Los trastornos de almacenamiento lisosomal son errores congénitos del metabolismo caracterizados por defectos en la función lisosomal. Los lisosomas contienen hidrolasas ácidas cuya función es descomponer las moléculas complejas de la célula en otras más simples. Una deficiencia en la actividad de cualquiera de estas enzimas da como resultado la acumulación progresiva de sustancias que causan una enfermedad por almacenamiento.

La enfermedad de Pompe es una enfermedad muscular progresiva que a menudo es fatal, causada por una deficiencia de la actividad de la alfa glucosidasa lisosomal (también conocida como maltasa ácida). Esto conduce a la acumulación de glucógeno en muchos tejidos, sobre todo en los tejidos esquelético y cardíaco y en el tejido muscular. Por lo tanto, también es una enfermedad de almacenamiento de glucógeno (tipo II).

Se hereda de forma autosómica recesiva y fue la primera enfermedad de depósito lisosomal que se identificó. La tasa de incidencia varía según el área geográfica y el grupo étnico, y se estima entre 1/300.000 y 1:40.000.

Tiene un amplio espectro clínico que varía con respecto a la edad de inicio, la tasa de progresión y la extensión de la afectación de órganos.

La forma de inicio en el adulto puede ocurrir entre la segunda y la sexta décadas de la vida como una forma de miopatía proximal, predominantemente en el área de la cintura pélvica. A veces, los primeros síntomas son dificultad para respirar y debilidad del diafragma que anuncian una debilidad progresiva de los músculos proximales. El corazón y el hígado no se ven afectados.

La actividad sérica de CK (creatina quinasa) es de 2 a 10 veces más alta de lo normal. Las pruebas de EMG (electromiograma) generalmente revelan un patrón miopático y la biopsia muscular puede mostrar vacuolas que contienen una acumulación de glucógeno que no se descompone.

Hasta hace relativamente poco tiempo, para el diagnóstico se requería un ensayo de actividad de la maltasa ácida utilizando cultivos de fibroblastos después de una biopsia de piel o tejido muscular, ya que los leucocitos contienen una isoenzima renal que no está ausente en estos pacientes y que puede enmascarar el déficit y dar falsos negativos.
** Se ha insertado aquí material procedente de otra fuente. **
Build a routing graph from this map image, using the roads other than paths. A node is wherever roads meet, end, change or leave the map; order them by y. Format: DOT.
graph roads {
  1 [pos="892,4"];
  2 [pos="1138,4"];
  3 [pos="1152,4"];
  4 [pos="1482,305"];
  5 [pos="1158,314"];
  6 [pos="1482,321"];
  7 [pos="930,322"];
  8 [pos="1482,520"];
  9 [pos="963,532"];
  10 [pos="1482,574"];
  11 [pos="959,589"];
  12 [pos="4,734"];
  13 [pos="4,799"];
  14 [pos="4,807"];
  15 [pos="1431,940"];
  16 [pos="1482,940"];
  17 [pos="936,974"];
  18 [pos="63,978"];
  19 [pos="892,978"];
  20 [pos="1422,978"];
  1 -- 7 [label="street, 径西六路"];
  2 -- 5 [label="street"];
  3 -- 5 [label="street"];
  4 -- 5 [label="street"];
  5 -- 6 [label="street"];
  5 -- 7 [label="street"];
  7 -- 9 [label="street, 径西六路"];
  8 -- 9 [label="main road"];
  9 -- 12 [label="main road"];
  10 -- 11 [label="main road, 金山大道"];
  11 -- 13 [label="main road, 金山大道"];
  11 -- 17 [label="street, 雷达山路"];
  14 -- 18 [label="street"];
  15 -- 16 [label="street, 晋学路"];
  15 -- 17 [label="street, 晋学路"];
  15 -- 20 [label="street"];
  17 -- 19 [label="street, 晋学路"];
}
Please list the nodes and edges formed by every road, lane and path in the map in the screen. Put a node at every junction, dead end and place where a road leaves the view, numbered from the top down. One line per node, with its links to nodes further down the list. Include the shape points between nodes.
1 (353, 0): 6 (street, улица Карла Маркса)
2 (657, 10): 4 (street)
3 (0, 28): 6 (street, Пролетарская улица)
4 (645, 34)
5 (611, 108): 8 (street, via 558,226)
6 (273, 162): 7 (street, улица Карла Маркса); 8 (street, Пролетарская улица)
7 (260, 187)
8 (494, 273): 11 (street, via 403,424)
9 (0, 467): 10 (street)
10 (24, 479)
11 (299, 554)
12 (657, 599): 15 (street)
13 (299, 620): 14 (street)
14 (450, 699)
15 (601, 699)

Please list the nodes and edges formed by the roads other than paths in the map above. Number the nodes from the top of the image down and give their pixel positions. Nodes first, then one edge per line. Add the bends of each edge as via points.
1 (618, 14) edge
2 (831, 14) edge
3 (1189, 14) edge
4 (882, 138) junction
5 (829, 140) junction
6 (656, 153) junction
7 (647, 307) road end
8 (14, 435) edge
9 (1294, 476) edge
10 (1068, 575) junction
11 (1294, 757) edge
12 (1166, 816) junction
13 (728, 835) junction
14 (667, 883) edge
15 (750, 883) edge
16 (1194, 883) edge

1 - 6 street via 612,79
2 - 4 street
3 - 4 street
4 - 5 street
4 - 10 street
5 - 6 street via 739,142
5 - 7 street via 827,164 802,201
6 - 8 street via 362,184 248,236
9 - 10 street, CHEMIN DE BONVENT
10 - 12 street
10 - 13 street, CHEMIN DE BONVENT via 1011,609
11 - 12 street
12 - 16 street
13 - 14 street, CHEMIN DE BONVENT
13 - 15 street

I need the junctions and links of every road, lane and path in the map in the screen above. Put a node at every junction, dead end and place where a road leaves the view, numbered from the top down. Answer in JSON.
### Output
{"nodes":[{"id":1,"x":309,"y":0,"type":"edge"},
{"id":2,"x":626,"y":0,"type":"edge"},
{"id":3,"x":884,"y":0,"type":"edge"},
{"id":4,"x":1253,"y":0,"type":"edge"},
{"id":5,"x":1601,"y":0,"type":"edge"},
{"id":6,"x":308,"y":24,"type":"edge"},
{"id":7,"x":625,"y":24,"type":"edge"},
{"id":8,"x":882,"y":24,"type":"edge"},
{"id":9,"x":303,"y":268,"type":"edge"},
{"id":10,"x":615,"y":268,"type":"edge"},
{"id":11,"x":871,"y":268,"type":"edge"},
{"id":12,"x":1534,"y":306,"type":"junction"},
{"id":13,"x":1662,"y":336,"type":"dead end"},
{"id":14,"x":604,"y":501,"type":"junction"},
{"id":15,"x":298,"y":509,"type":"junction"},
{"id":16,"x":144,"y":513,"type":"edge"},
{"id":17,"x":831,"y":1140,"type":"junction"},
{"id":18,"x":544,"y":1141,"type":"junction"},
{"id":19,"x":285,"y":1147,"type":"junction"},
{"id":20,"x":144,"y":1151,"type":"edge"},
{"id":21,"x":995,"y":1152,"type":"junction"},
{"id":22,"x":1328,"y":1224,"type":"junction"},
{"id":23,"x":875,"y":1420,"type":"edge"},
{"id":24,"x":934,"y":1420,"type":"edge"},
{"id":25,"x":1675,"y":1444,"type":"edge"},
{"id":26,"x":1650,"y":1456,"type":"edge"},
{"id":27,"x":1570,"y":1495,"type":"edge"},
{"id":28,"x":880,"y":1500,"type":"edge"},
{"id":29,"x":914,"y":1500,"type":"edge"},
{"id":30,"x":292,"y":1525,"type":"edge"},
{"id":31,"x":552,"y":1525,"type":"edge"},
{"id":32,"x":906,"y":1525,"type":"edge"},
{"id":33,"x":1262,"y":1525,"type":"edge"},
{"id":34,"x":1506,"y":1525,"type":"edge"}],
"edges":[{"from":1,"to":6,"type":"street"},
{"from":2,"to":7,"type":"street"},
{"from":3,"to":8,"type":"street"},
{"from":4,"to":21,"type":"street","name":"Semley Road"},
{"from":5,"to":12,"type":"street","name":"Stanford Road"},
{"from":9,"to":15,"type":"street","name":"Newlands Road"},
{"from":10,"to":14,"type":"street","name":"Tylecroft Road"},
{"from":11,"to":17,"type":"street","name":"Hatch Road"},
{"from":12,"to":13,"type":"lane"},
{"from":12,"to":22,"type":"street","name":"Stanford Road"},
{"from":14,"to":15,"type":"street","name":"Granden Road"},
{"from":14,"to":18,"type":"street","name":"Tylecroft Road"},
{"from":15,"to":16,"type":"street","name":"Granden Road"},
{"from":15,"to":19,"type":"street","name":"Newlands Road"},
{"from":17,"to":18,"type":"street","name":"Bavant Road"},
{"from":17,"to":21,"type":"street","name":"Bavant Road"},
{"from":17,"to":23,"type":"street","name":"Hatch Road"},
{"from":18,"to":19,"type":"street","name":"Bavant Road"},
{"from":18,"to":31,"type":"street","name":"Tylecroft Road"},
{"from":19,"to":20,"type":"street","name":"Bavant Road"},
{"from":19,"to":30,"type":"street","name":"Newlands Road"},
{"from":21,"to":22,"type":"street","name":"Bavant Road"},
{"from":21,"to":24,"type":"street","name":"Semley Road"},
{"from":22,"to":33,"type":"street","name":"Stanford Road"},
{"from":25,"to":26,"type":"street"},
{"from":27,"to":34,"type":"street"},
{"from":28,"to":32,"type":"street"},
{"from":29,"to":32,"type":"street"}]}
En los últimos años este problema se ha solucionado con la introducción de la acarbosa, un inhibidor de la α-glucosidasa renal; también se utiliza en el método de la mancha de sangre seca, que mide la actividad de la maltasa ácida usando maltosa y acarbosa como inhibidores y 4-metilumbeliferil-D-glucopiranósido como sustrato.

El diagnóstico se basa en la sospecha clínica, la determinación de la actividad de la alfa-glucosidasa ácida lisosomal y la confirmación de una mutación en el gen de esta enzima, situado en el cromosoma 17.

La glucogenosis tipo II es un trastorno multisistémico y por lo tanto requiere un abordaje multidisciplinario para su tratamiento. La recuperación motora, el soporte ventilatorio y el manejo nutricional en pacientes con compromiso gastrointestinal, se consideran fundamentales en el tratamiento. Desde el año 2.000 se utiliza la terapia de sustitución enzimática con alfa-alglucosidasa, cuya seguridad y eficacia, especialmente en la infancia, ha sido publicada en varios trabajos.